Identifier Truncation and Bounds#
It’s also important to be mindful of the structure of our data when thinking about identifier truncation and bounds. This is another area where there are opportunities to lower the sensitivity of the analysis to individual contributions, and hence reduce the amount of noise required to meet a given privacy guarantee.
>>> import opendp.prelude as dp
>>> import polars as pl
>>> dp.enable_features("contrib")
>>> # The PIDENT column contains individual identifiers.

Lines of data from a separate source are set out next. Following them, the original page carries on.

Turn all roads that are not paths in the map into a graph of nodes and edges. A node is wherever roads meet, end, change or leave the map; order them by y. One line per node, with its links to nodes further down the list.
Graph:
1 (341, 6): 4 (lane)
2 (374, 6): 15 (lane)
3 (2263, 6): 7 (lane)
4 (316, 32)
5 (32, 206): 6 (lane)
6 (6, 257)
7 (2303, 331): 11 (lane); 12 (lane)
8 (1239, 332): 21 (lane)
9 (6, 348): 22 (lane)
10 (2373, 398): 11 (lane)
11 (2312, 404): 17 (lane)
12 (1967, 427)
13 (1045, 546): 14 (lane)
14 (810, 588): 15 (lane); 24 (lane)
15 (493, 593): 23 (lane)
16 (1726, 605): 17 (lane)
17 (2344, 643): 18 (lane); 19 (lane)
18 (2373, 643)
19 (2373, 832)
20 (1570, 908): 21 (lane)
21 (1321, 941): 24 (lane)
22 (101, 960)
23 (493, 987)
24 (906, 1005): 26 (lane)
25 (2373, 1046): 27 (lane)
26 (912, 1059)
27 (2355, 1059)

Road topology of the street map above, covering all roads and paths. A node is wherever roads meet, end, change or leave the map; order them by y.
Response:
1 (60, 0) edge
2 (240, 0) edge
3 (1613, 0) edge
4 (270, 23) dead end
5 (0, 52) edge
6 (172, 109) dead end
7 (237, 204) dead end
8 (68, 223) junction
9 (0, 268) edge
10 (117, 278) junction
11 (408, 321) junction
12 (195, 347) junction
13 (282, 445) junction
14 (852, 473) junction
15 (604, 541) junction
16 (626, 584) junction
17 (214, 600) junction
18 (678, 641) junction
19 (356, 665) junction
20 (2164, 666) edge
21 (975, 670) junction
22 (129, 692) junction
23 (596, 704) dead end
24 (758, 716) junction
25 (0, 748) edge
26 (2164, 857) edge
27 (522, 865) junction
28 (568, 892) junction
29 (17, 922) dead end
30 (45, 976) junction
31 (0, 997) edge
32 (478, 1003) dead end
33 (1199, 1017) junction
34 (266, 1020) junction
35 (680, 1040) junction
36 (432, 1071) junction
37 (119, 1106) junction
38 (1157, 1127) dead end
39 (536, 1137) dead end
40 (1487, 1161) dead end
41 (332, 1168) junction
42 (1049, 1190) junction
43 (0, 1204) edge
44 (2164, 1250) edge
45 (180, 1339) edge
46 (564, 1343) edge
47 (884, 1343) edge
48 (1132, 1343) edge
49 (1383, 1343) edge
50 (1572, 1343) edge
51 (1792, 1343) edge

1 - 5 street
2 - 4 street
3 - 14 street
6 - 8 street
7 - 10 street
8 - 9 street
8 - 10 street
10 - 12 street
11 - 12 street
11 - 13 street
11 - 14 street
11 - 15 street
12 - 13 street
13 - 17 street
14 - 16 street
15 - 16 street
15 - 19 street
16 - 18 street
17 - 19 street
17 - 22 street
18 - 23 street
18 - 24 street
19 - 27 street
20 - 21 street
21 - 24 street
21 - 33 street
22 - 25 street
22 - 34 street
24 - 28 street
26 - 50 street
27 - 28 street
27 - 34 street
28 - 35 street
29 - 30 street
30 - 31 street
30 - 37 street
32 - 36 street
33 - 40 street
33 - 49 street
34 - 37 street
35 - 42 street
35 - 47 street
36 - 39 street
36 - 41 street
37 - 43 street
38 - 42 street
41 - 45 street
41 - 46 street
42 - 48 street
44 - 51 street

>>> # An individual may contribute data under at most 1 PIDENT identifier.
>>> privacy_unit = dp.unit_of(
... contributions=1, identifier=pl.col("PIDENT")
... )
>>> context = dp.Context.compositor(
... data=pl.scan_csv(
... dp.examples.get_france_lfs_path(),
... ignore_errors=True,
... ),
... privacy_unit=privacy_unit,
... privacy_loss=dp.loss_of(epsilon=1.0, delta=1e-8),
... split_evenly_over=4,
... margins=[dp.polars.Margin(max_length=150_000 * 36)],
... )
By default, truncate_per_group
takes a random sample of records
per-identifier, per-group. To choose which records you’d like to keep,
you can also set keep
to 'first'
, 'last'
, or an instance of
SortBy
. 'first'
is the most computationally efficient, but may
bias your estimates if natural order is significant. The following
demonstrates the sort, which prefers records with lower ILOSTAT
status, when the individual worked for pay or profit.
>>> query = (
... context.query()
... .filter(pl.col.HWUSUAL != 99)
... .truncate_per_group(
... 10, keep=dp.polars.SortBy(pl.col("ILOSTAT"))
... )
... # ...is equivalent to:
... # .filter(pl.int_range(pl.len()).sort_by(pl.col.ILOSTAT).over("PIDENT") < 10)
... .select(
... pl.col.HWUSUAL.cast(int)
... .fill_null(0)
... .dp.mean((0, 80))
... )
... )
>>> query.summarize()
shape: (2, 4)
┌─────────┬───────────┬─────────────────┬────────┐
│ column ┆ aggregate ┆ distribution ┆ scale │
│ --- ┆ --- ┆ --- ┆ --- │
│ str ┆ str ┆ str ┆ f64 │
╞═════════╪═══════════╪═════════════════╪════════╡
│ HWUSUAL ┆ Sum ┆ Integer Laplace ┆ 6400.0 │
│ HWUSUAL ┆ Length ┆ Integer Laplace ┆ 80.0 │
└─────────┴───────────┴─────────────────┴────────┘
In this case, when computing the mean, an even better approach is to group by the identifier and aggregate down to one row, before computing the statistics of interest.
>>> query = (
... context.query()
... .filter(pl.col.HWUSUAL != 99)
... .group_by(pl.col.PIDENT) # truncation begins here
... .agg(
... pl.col.HWUSUAL.mean()
... ) # arbitrary expressions can be used here
... .select(
... pl.col.HWUSUAL.cast(int)
... .fill_null(0)
... .dp.mean((0, 80))
... )
... )
>>> query.summarize()
shape: (2, 4)
┌─────────┬───────────┬─────────────────┬───────┐
│ column ┆ aggregate ┆ distribution ┆ scale │
│ --- ┆ --- ┆ --- ┆ --- │
│ str ┆ str ┆ str ┆ f64 │
╞═════════╪═══════════╪═════════════════╪═══════╡
│ HWUSUAL ┆ Sum ┆ Integer Laplace ┆ 640.0 │
│ HWUSUAL ┆ Length ┆ Integer Laplace ┆ 8.0 │
└─────────┴───────────┴─────────────────┴───────┘
This reduces the sensitivity even further, resulting in no increase to the noise scale, despite a potentially unlimited number of user contributions.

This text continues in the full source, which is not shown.